In [None]:
%pip -q install ultralytics opencv-python pyyaml onvif-zeep

## Fun with cameras and AI

Now we can use real camera feeds over [RTSP] to perform inference tasks. 

First let's define some helper functions. We can use [ONVIF](https://en.wikipedia.org/wiki/ONVIF) to get the specific RTSP endpoint for a given camera.

In [None]:
import os, requests, base64
from pprint import pprint
import cv2, yaml
from onvif import ONVIFCamera
from ultralytics import YOLO

model = YOLO('yolov8n.pt')  # You can use 'yolov8s.pt', 'yolov8m.pt', etc. for different model sizes

# This code loads the class names from the COCO dataset yaml file. 
def load_class_names(yaml_file):
    with open(yaml_file, 'rb') as f:
        data = yaml.safe_load(f)
    return data['names']

class_names = load_class_names('../artifacts/coco.yaml')  # Adjust the path to your .names file


def get_rtsp_url_from_onvif(host, port, user, passwd):
    camera = ONVIFCamera(host, port, user, passwd)
    media_service = camera.create_media_service()
    profiles = media_service.GetProfiles()
    token = profiles[0].token
    stream_uri = media_service.GetStreamUri({'StreamSetup': {'Stream': 'RTP-Unicast', 'Transport': 'RTSP'}, 'ProfileToken': token})
    return stream_uri.Uri

def view_rtsp_feed(rtsp_url):
    cap = cv2.VideoCapture(rtsp_url)
    
    if not cap.isOpened():
        print("Error: Could not open RTSP stream.")
        return
    
    while True:
        ret, frame = cap.read()
        if not ret:
            print("Error: Failed to retrieve frame.")
            break
        
        cv2.imshow('RTSP Feed', frame)
        
        if cv2.waitKey(1) & 0xFF == ord('q'):
            break
    
    cap.release()
    cv2.destroyAllWindows()

def view_rtsp_feed_with_inference(rtsp_url):
    cap = cv2.VideoCapture(rtsp_url)
    
    if not cap.isOpened():
        print("Error: Could not open RTSP stream.")
        return
    
    while True:
        ret, frame = cap.read()
        if not ret:
            print("Error: Failed to retrieve frame.")
            break

        # Perform detection
        results = model(frame)

        # Draw bounding boxes on the frame
        for result in results:
            for box in result.boxes:
                class_id = int(box.cls[0])
                x1, y1, x2, y2 = map(int, box.xyxy[0])
                confidence = box.conf[0]
                label = f'{class_names[class_id]} {confidence:.2f}'
                cv2.rectangle(frame, (x1, y1), (x2, y2), (0, 255, 0), 2)
                cv2.putText(frame, label, (x1, y1 - 10), cv2.FONT_HERSHEY_SIMPLEX, 0.5, (0, 255, 0), 2)
        
        cv2.imshow('RTSP Feed', frame)
        
        if cv2.waitKey(1) & 0xFF == ord('q'):
            break
    
    cap.release()
    cv2.destroyAllWindows()

# Convert an image to base64 encoding
def image_to_base64(image_path_or_url):
    if image_path_or_url.startswith('http://') or image_path_or_url.startswith('https://'):
        response = requests.get(image_path_or_url)
        image_data = response.content
    else:
        with open(image_path_or_url, "rb") as image_file:
            image_data = image_file.read()
    return base64.b64encode(image_data).decode('utf-8')

## Connect to a camera

Connect to a real camera by providing a host address and credential in the code below, then run the cell.
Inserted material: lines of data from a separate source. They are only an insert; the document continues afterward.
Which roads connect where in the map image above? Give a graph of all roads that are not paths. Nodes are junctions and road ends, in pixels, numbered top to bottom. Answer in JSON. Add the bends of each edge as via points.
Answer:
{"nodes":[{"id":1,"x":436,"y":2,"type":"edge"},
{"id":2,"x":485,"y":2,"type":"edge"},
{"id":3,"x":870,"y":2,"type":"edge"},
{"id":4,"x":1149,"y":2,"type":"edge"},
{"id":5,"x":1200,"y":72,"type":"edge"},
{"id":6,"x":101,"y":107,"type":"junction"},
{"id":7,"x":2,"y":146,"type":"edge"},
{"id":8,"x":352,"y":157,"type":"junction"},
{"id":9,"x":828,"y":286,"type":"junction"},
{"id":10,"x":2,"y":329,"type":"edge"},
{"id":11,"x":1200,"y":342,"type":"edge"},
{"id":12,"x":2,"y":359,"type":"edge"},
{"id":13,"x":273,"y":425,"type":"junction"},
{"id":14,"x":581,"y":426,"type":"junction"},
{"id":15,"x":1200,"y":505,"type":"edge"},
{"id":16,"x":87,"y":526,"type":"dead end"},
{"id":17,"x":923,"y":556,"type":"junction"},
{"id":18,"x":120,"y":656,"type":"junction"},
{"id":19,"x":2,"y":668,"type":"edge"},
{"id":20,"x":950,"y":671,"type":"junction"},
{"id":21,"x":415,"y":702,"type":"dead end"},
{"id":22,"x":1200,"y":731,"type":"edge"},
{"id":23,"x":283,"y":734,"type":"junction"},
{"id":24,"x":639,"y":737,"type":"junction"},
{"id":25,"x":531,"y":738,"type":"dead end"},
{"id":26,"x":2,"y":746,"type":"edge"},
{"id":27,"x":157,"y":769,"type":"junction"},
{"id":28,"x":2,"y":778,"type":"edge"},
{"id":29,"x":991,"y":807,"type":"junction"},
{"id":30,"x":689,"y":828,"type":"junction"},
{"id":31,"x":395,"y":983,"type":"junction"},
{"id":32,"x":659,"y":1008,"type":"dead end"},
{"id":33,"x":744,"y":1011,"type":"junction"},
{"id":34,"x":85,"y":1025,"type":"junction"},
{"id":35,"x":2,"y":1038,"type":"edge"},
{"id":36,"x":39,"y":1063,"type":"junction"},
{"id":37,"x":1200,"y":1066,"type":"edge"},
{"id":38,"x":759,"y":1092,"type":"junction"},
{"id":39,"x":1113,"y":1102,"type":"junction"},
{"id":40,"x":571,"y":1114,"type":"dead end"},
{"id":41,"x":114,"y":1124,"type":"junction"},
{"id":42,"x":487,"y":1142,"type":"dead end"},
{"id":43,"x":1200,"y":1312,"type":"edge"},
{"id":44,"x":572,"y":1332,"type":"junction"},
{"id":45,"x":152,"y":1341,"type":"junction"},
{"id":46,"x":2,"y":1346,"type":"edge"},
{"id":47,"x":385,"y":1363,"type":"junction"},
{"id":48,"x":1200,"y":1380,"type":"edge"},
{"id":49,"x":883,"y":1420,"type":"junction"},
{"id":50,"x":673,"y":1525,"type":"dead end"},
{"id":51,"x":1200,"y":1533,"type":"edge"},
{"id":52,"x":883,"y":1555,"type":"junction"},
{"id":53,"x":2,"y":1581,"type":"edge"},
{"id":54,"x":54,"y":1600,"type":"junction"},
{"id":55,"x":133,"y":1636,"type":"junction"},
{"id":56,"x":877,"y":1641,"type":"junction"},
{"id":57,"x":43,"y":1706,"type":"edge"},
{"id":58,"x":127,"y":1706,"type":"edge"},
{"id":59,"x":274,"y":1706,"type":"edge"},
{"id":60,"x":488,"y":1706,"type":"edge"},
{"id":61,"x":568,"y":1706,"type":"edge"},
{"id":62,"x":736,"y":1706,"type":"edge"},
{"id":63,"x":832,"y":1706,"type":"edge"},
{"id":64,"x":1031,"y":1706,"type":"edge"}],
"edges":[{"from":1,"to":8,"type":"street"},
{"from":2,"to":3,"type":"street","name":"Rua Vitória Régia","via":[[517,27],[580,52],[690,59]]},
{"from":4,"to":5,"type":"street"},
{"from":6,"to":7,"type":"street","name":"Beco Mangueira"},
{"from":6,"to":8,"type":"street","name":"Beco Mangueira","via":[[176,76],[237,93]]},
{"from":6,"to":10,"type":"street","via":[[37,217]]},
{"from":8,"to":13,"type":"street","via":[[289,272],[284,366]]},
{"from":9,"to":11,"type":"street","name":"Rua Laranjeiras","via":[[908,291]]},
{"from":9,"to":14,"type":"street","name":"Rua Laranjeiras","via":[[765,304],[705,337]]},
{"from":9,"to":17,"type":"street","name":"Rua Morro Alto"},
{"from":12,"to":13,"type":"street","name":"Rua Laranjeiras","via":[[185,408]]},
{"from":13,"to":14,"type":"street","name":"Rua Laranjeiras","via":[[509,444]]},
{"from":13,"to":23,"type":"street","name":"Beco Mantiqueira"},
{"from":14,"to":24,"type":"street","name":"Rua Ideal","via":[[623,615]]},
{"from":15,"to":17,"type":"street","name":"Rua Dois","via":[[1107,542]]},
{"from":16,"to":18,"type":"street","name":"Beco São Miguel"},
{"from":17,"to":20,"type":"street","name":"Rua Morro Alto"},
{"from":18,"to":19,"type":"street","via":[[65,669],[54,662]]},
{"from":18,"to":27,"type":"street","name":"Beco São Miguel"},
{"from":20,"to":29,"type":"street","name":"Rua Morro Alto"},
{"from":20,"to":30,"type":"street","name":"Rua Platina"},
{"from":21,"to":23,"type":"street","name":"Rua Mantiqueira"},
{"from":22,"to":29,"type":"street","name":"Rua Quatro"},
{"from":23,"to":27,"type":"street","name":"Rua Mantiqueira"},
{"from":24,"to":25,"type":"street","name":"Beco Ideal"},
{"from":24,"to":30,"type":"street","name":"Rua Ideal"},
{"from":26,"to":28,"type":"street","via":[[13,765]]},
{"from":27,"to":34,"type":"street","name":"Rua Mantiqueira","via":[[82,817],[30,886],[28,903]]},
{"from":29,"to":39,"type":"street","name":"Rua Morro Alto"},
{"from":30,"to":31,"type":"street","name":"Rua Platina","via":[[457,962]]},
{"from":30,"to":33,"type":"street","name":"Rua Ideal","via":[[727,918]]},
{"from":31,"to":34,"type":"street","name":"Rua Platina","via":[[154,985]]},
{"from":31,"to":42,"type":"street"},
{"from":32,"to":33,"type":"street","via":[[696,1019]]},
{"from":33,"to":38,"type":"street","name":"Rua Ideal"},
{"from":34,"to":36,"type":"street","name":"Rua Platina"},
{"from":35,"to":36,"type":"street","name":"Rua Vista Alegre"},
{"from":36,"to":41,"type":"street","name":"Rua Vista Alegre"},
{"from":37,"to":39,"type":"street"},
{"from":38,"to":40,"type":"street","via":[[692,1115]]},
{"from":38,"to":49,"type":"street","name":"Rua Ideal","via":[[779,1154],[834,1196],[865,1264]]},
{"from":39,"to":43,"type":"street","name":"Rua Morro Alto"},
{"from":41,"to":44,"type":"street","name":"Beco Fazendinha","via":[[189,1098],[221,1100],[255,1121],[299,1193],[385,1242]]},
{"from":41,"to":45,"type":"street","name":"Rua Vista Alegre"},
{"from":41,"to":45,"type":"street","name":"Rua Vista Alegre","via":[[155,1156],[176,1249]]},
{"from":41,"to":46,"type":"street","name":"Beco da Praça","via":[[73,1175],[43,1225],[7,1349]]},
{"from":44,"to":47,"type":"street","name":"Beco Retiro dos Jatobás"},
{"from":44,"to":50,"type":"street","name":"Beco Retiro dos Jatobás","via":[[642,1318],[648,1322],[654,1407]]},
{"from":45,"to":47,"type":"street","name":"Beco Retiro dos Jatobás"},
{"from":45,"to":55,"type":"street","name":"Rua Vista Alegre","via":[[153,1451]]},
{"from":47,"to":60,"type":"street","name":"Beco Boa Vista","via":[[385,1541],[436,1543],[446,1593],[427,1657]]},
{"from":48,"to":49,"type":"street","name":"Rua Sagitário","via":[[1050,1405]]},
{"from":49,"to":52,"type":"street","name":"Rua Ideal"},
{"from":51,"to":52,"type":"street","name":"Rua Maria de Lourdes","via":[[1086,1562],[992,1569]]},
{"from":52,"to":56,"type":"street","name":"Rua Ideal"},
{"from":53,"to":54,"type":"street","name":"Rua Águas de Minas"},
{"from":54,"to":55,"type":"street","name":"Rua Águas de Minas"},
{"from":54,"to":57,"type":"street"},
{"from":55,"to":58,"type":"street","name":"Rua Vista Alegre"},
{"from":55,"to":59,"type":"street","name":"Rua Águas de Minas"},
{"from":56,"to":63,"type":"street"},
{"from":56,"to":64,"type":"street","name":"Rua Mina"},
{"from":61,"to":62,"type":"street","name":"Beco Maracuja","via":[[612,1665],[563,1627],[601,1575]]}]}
The lab speakers will provide the credentials for the camera endpoint.

In [None]:
# Example usage
host = "192.168.2.245"
port = 80
user = "IgniteUser"
passwd = "Password123!!"

rtsp_url = get_rtsp_url_from_onvif(host, port, user, passwd)
view_rtsp_feed(rtsp_url)

### Run an object detection job with the camera

Run the next cell to perform real-time object detection using the camera. Press Q to close the window.

In [None]:
view_rtsp_feed_with_inference(rtsp_url)